Records contained in a dataset
───
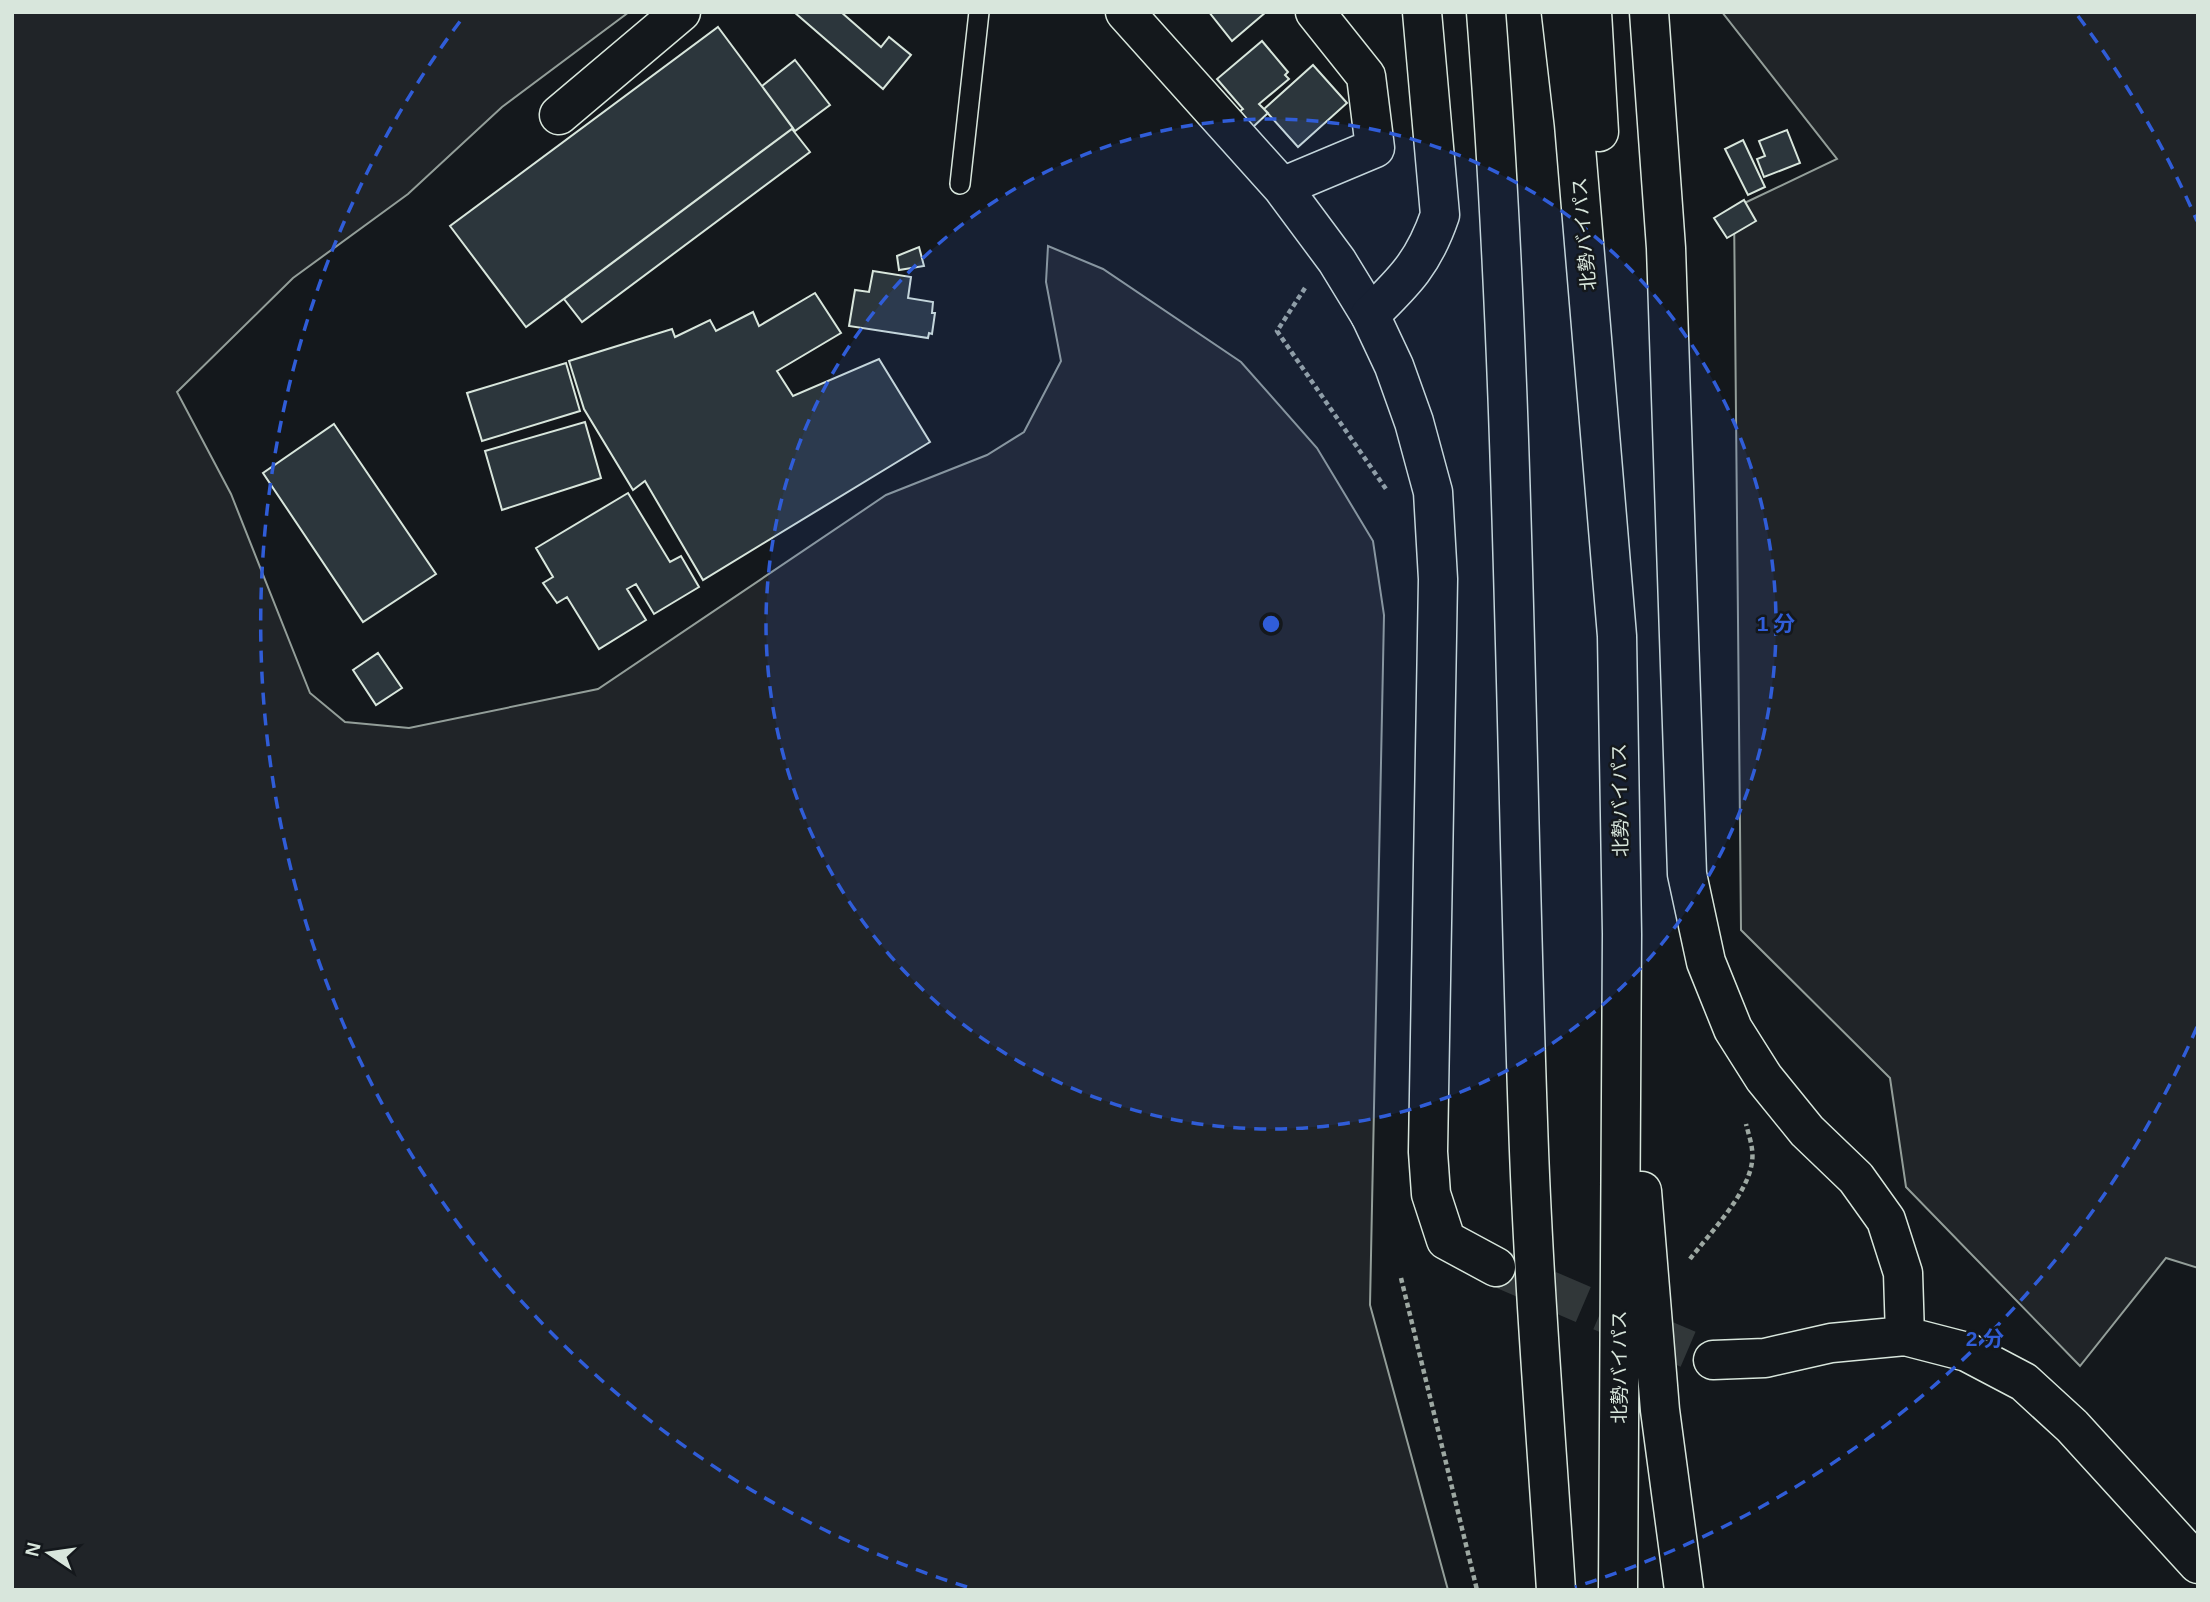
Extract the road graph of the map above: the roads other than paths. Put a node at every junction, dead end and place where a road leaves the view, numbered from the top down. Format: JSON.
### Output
{"nodes":[{"id":1,"x":681,"y":12,"type":"edge"},
{"id":2,"x":979,"y":12,"type":"edge"},
{"id":3,"x":1315,"y":12,"type":"edge"},
{"id":4,"x":1422,"y":12,"type":"edge"},
{"id":5,"x":1486,"y":12,"type":"edge"},
{"id":6,"x":1561,"y":12,"type":"edge"},
{"id":7,"x":1592,"y":12,"type":"edge"},
{"id":8,"x":1649,"y":12,"type":"edge"},
{"id":9,"x":1132,"y":15,"type":"edge"},
{"id":10,"x":559,"y":115,"type":"dead end"},
{"id":11,"x":960,"y":184,"type":"dead end"},
{"id":12,"x":1282,"y":187,"type":"junction"},
{"id":13,"x":1370,"y":315,"type":"junction"},
{"id":14,"x":1617,"y":636,"type":"junction"},
{"id":15,"x":1622,"y":934,"type":"junction"},
{"id":16,"x":1528,"y":1126,"type":"junction"},
{"id":17,"x":1496,"y":1267,"type":"tunnel mouth"},
{"id":18,"x":1905,"y":1336,"type":"junction"},
{"id":19,"x":1713,"y":1360,"type":"tunnel mouth"},
{"id":20,"x":2198,"y":1564,"type":"edge"},
{"id":21,"x":1533,"y":1590,"type":"edge"},
{"id":22,"x":1556,"y":1590,"type":"edge"},
{"id":23,"x":1618,"y":1590,"type":"edge"},
{"id":24,"x":1684,"y":1590,"type":"edge"}],
"edges":[{"from":1,"to":10,"type":"main road"},
{"from":2,"to":11,"type":"lane"},
{"from":3,"to":12,"type":"main road"},
{"from":4,"to":13,"type":"main road"},
{"from":5,"to":16,"type":"main road"},
{"from":6,"to":14,"type":"main road","name":"北勢バイパス"},
{"from":7,"to":14,"type":"main road"},
{"from":8,"to":18,"type":"main road"},
{"from":9,"to":12,"type":"main road"},
{"from":12,"to":13,"type":"main road"},
{"from":13,"to":17,"type":"main road"},
{"from":14,"to":15,"type":"main road","name":"北勢バイパス"},
{"from":15,"to":23,"type":"main road","name":"北勢バイパス"},
{"from":15,"to":24,"type":"main road"},
{"from":16,"to":21,"type":"main road"},
{"from":16,"to":22,"type":"main road"},
{"from":18,"to":19,"type":"main road"},
{"from":18,"to":20,"type":"main road"}]}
───
Nothing but lines that contain "dead" should appear in the answer. Copy each from the records.

Extract the road graph of the map above: the roads other than paths. Put a node at every junction, dead end and place where a road leaves the view, numbered from the top down. Format: JSON.
{"id":10,"x":559,"y":115,"type":"dead end"},
{"id":11,"x":960,"y":184,"type":"dead end"},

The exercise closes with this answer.